The quantity of any consignment of Goods, as confirmed by Consumer upon collection at the place of delivery indicated by Consumer, shall be conclusive evidence of the quantity received by the Consumer on delivery. The Company will not be liable for any non-delivery of Goods or non-performance of Services unless written notice is given to the Company within 30 days of the date when Goods should have been delivered or the Services performed in the ordinary course of events. Subject to condition 16(i) below, any liability of the Company for non-delivery or non performance or for Goods notified as defective on delivery or Services notified as defective following performance in accordance with this Condition 8 will be limited to replacing the Goods or re-performing the Services within a reasonable time, without additional charge and costs for the Consumer, or to refunding the price then paid in respect of such Supplies as described in Condition 9 below and withdrawing from the Agreement, reduction in the price pro rata to the defect or repair free of charge unless mandatory provisions of applicable law provide otherwise.

9. Returns

All Goods, except defective Goods, are returned at the Consumer’s risk and expense and should be undamaged by the Consumer and in their original packaging. The Consumer is responsible for returning Goods to the Company and for providing proof of delivery of such return.

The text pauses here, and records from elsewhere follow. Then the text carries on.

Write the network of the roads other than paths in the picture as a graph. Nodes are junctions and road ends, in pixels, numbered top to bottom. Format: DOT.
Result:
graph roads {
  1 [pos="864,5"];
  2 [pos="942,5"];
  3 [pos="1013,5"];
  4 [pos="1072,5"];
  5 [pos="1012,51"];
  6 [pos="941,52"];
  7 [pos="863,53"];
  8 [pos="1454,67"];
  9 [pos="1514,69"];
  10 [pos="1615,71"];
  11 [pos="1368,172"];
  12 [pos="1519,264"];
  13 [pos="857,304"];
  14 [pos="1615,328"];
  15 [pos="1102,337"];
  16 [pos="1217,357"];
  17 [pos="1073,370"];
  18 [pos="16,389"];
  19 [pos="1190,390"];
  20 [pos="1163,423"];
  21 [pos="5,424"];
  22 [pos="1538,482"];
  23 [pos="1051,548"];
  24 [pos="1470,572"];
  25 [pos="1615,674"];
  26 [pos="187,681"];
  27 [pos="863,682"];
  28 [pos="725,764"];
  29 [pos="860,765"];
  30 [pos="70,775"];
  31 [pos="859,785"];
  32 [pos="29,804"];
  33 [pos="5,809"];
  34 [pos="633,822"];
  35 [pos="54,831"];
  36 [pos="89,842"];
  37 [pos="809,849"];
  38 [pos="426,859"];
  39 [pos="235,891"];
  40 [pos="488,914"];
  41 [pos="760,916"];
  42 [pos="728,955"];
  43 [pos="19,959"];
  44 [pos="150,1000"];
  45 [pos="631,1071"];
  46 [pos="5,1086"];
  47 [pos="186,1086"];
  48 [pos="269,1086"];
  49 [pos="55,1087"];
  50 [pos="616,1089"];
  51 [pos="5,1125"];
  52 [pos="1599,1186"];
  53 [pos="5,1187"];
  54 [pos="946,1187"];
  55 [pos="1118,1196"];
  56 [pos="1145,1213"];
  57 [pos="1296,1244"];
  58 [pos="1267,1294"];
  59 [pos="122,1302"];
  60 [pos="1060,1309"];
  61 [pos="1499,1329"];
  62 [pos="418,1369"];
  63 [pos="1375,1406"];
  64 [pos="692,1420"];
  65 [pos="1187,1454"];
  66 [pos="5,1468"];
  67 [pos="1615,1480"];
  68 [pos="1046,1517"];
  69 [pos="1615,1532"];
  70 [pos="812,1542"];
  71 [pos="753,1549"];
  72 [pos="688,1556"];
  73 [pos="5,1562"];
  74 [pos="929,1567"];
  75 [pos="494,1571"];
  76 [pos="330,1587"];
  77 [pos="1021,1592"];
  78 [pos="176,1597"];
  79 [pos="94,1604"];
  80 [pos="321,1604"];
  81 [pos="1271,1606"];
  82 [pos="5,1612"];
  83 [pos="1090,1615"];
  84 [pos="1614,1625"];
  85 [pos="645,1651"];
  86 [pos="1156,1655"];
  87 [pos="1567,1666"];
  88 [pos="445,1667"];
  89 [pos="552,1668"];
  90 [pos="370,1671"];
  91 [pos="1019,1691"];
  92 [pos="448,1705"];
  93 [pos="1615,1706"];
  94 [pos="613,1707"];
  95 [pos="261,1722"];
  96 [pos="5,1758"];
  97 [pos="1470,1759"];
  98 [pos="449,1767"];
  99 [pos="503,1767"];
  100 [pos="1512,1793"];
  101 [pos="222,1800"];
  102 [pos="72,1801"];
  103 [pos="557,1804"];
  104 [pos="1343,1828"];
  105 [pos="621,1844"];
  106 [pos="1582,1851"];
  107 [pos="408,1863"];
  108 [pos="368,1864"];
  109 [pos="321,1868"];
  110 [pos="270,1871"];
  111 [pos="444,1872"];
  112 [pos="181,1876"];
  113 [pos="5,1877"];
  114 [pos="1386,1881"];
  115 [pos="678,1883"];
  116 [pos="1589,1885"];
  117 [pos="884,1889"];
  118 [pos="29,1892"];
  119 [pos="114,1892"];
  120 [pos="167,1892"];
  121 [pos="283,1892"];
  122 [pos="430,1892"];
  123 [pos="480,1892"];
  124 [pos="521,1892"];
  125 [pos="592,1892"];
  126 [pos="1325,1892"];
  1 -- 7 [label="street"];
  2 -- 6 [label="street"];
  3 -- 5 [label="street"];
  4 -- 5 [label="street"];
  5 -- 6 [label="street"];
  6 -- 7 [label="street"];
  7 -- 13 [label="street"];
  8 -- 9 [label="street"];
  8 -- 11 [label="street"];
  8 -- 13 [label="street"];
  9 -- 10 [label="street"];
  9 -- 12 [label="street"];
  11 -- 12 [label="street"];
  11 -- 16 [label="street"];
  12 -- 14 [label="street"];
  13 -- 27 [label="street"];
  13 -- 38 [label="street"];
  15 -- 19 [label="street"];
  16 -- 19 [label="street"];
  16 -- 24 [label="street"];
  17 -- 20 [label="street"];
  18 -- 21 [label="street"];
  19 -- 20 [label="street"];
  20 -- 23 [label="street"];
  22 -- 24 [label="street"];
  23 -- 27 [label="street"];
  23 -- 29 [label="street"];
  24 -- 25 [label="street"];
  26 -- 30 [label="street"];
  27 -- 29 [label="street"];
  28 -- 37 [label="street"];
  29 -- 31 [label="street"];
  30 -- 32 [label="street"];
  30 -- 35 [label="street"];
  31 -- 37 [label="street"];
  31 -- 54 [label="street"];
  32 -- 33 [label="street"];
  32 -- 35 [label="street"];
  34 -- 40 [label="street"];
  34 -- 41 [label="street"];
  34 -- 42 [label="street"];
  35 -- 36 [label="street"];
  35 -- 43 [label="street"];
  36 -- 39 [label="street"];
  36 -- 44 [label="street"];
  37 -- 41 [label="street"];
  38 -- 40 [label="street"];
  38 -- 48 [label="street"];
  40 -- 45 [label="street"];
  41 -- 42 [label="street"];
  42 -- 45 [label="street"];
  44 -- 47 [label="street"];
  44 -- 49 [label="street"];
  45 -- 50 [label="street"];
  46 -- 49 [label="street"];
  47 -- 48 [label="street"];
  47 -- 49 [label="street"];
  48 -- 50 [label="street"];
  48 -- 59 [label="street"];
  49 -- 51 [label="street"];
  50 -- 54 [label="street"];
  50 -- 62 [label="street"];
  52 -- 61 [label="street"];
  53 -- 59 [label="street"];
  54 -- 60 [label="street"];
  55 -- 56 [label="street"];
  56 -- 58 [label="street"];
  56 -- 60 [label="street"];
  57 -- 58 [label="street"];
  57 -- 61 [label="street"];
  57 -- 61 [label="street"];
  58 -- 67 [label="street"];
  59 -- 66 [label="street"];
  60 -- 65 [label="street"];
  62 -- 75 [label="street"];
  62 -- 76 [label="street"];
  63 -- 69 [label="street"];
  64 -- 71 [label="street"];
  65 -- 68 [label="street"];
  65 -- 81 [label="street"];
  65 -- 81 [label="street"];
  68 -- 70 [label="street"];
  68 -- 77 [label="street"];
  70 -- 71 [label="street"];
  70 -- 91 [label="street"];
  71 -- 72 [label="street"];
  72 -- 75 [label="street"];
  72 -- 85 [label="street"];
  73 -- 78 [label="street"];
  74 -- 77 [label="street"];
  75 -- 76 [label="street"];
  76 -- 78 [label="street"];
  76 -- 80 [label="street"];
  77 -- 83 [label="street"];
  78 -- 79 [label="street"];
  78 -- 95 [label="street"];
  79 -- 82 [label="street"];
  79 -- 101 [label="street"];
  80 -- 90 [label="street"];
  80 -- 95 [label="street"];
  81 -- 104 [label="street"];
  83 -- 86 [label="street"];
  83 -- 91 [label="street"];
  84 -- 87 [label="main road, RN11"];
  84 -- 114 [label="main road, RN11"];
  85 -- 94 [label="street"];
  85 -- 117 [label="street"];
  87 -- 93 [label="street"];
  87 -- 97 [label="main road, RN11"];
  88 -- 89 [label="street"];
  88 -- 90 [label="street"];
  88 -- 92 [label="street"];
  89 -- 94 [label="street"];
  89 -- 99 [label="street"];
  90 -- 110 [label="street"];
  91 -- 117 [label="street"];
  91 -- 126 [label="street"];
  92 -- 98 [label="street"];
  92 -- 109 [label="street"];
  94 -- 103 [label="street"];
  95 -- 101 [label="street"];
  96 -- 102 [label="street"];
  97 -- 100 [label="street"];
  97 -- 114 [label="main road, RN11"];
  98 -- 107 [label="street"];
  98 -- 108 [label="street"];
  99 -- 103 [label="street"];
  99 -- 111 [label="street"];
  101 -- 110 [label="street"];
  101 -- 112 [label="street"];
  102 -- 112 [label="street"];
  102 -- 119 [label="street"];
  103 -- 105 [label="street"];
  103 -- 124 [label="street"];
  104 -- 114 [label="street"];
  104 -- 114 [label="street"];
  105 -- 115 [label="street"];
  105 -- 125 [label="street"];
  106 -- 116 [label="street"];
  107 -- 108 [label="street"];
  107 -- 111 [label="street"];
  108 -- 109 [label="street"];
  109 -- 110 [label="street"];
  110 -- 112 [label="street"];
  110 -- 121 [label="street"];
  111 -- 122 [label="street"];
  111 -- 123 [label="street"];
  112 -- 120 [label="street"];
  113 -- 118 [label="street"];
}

The Company operates a 30-day returns policy. To be accepted for return on this basis, Goods should be returned for receipt by the Company within 30 days of delivery. The Consumer should return the Goods to the following address ASO Ajans Senlikkoy Mh. Eksinar Sk No 49 B Blok D3 Florya 34153 Bakirkoy Istanbul Turkey

For more information, the company provides phone number: +90 212 2223801, where information in Turkish is available. The phone number is liable to change. Consumers should check the Company’s website for the latest number.
Any Goods returned after 30 days as ‘unwanted’ or ‘incorrectly ordered’ may be accepted at the discretion of the Company.

10. Right to withdraw

Provided that the rights of the Consumer under the Turkish Law and Regulations for the Protection of the Consumer are reserved the consumer is entitled to withdraw from the agreement without providing justification and without additional charges within 10 days of delivery of item or performance of Service, by providing a written notice (but not by email) to the following address  ASO Ajans ASO Ajans Senlikkoy Mh. Eksinar Sk No 49 B Blok D3 Florya 34153 Bakirkoy Istanbul Turkey. Upon withdrawing from the agreement regarding purchase of Goods, the Consumer is to follow the return procedure described in clause 9 above.
This time is prolonged to 3 months after delivery/performance, if appropriate, if the consumer is not provided with a written confirmation of the order including product, price, and confirmation of delivery mode.


11. Description

All specifications, drawings, illustrations, descriptions and particulars of weights, dimensions, capacity or other details including, without limitation, any statements regarding compliance with legislation or regulation (together “Descriptions”) wherever they appear (including, without limitation, in this Catalogue, data sheets, application notes, on despatch notes, invoices or packaging) are intended to give a general idea of the Supplies, but will not form part of the Contract. If the Description of any Goods differs from the manufacturer’s description, the latter shall be deemed to be correct.
The Company shall take all reasonable steps to ensure the accuracy of Descriptions, but relies on such information, if any, as may have been provided to it by its suppliers and accepts no liability in contract or tort or under statute or otherwise for any error in or omission from such Descriptions whether caused by the Company’s negligence or otherwise, to the extent permitted under the mandatory provisions of Turkish Law. The Company may make changes to the Supplies as part of a continuous programme of improvement or to comply with legislation.
Without prejudice to this Condition 11, Consumers are obliged to check the Company’s website for the latest descriptions of the Goods, in particular, but without limitation, with regard to statements regarding RoHS.

12. Risk

Where the delivery is per post or courier, the risk of damage to or loss of Goods will pass to the Consumer when the Goods are delivered to the Consumer and collected upon confirmation in writing.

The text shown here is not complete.